DIRECTIONS: Using the records provided below, locate and copy each line that contains the word "roads".

SUPPLIED INFORMATION:

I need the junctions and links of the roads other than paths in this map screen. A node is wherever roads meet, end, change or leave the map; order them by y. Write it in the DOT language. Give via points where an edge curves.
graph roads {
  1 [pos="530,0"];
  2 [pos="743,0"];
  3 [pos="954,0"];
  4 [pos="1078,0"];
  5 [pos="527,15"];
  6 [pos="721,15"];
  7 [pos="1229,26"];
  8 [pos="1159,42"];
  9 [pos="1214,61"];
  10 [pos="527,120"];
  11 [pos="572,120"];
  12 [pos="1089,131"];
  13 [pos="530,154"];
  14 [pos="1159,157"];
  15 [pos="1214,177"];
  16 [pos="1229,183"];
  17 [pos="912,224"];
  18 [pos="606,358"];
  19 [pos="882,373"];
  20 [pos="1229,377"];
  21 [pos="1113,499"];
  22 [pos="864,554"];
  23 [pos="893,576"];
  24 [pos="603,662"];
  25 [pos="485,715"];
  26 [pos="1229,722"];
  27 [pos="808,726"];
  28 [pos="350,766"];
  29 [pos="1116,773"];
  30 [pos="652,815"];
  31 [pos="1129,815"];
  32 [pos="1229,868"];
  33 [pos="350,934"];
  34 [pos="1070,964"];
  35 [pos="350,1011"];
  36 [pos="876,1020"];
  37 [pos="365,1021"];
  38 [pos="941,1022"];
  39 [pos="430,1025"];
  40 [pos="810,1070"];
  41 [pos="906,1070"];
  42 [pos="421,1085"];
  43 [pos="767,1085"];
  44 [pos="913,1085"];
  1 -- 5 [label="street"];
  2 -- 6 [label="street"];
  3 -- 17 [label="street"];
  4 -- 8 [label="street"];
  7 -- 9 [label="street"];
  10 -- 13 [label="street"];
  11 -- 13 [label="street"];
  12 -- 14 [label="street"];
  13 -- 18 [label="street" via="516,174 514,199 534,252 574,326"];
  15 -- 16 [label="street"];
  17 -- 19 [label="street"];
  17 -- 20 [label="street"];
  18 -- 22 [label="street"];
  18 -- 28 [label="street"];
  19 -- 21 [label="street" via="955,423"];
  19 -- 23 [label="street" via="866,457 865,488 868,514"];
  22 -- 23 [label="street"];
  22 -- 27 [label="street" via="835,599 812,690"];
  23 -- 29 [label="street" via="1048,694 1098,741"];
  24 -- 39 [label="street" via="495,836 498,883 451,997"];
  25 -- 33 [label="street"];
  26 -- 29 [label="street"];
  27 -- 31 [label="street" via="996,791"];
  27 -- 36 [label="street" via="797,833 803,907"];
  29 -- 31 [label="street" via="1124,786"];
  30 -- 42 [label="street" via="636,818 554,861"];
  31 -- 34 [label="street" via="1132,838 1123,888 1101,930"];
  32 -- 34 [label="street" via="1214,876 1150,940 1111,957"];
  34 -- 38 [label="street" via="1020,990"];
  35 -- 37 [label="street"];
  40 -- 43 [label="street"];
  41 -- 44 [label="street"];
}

FINISHED TASK:
I need the junctions and links of the roads other than paths in this map screen. A node is wherever roads meet, end, change or leave the map; order them by y. Write it in the DOT language. Give via points where an edge curves.
graph roads {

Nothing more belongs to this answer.